(Saved data entries)

#####

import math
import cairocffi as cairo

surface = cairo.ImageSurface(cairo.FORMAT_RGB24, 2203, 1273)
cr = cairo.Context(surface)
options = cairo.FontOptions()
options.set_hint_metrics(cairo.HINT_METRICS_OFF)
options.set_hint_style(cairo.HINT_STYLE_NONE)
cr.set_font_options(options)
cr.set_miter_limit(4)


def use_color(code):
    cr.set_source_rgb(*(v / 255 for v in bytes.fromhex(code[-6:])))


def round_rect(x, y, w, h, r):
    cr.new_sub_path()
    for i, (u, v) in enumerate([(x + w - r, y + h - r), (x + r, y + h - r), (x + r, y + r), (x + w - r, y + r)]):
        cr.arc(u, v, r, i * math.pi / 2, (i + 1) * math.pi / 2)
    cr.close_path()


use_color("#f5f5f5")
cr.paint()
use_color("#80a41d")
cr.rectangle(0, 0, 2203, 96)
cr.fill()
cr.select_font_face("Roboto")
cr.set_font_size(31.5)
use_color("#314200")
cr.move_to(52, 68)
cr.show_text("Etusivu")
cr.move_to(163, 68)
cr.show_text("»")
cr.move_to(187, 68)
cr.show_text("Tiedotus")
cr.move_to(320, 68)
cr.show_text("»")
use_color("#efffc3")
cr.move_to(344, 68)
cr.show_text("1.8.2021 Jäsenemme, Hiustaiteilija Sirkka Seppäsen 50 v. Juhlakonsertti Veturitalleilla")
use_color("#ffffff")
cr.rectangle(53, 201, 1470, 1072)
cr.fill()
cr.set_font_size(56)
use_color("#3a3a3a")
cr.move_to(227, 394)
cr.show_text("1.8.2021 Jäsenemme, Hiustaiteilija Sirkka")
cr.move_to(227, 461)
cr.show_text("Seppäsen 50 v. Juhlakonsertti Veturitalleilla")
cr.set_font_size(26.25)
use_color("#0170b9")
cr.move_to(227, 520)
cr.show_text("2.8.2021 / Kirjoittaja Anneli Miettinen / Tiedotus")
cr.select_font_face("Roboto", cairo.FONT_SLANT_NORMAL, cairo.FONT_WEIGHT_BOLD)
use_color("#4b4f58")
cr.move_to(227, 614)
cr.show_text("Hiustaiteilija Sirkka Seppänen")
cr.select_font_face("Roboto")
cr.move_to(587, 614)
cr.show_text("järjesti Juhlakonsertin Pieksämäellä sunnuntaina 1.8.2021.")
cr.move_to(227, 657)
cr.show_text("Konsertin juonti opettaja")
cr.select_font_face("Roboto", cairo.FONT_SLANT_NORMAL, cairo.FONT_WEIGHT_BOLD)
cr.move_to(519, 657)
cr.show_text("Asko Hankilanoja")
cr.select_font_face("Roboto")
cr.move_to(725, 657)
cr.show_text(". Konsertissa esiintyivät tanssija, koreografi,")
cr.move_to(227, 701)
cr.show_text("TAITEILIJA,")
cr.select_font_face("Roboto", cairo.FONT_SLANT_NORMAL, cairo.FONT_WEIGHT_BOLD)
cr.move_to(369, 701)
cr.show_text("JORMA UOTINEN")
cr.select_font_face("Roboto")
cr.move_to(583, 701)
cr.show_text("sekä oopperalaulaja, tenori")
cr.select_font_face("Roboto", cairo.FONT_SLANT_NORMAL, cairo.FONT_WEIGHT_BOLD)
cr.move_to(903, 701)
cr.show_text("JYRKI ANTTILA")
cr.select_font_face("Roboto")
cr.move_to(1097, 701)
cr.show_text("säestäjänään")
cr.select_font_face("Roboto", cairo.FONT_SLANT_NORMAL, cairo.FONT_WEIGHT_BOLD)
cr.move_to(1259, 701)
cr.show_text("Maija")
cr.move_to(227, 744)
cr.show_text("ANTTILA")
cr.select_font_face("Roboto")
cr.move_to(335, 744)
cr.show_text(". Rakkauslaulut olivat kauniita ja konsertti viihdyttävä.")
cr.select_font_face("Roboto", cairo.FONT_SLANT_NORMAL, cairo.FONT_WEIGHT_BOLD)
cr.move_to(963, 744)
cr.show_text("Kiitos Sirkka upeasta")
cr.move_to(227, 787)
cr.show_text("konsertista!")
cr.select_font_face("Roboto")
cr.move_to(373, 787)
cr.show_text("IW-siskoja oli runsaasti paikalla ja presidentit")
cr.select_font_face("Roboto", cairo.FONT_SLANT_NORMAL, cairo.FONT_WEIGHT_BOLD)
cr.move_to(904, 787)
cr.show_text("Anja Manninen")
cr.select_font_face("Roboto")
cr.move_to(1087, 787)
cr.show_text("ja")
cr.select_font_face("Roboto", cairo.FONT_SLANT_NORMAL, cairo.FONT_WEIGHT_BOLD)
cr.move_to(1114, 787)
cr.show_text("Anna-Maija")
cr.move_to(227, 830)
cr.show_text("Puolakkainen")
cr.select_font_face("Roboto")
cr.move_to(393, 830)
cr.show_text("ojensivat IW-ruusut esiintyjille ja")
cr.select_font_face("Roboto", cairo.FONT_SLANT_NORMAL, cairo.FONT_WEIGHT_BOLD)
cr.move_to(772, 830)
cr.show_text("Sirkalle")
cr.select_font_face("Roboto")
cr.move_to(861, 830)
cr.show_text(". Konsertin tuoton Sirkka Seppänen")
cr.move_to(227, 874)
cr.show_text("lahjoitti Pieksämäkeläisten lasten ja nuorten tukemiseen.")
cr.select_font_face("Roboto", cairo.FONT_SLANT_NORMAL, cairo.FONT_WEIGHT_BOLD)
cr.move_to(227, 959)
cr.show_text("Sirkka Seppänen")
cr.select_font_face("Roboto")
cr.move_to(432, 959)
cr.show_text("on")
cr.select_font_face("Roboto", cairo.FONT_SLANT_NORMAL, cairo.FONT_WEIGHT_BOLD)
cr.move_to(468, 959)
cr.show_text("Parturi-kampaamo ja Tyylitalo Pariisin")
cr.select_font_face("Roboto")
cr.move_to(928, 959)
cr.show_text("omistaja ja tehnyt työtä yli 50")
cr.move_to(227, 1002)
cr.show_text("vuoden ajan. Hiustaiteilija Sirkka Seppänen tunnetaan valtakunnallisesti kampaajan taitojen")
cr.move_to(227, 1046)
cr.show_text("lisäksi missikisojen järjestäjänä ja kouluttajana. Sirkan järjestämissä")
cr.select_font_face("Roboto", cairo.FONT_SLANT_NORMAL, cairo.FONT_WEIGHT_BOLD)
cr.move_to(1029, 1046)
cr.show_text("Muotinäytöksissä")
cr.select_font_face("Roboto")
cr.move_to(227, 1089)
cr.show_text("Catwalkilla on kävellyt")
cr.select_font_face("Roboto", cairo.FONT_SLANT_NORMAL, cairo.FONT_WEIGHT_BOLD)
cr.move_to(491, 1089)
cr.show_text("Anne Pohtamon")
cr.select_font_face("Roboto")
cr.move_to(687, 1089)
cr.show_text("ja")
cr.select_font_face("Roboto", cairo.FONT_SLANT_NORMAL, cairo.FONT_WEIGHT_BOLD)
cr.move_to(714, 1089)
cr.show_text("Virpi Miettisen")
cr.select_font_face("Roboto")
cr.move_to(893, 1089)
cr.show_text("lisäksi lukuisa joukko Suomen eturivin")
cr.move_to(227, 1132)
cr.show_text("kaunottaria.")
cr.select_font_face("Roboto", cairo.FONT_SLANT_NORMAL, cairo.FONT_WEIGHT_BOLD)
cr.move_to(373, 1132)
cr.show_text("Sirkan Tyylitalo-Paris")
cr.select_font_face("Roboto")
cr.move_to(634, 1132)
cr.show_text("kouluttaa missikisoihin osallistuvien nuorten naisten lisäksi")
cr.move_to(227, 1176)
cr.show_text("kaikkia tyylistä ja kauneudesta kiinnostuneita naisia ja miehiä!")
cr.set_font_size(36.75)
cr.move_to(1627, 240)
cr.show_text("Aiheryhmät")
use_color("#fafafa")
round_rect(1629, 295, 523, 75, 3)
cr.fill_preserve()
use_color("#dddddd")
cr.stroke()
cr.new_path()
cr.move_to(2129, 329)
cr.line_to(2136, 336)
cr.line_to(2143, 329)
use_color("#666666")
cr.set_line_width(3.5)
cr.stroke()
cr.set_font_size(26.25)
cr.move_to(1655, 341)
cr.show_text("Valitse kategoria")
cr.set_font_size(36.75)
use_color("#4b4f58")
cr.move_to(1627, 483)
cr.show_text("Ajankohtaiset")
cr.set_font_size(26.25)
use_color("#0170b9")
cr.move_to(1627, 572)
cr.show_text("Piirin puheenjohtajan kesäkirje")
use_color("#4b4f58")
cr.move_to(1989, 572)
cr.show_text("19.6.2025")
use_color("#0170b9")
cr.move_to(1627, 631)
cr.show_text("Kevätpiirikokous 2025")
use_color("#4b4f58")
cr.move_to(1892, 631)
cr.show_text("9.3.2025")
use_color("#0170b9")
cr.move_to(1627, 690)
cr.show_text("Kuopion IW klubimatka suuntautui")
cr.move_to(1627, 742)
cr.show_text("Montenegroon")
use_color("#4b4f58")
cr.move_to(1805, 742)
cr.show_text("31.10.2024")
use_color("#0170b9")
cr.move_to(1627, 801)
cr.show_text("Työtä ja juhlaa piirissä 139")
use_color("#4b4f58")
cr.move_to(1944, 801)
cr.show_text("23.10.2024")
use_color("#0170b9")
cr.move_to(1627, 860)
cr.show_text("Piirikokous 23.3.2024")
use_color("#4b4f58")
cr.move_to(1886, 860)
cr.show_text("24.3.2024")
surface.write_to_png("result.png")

#####

*Exercise details*:
Your reply is one number: how many lines of the records above contain the word "Tyylitalo".

*Expected answer*:
2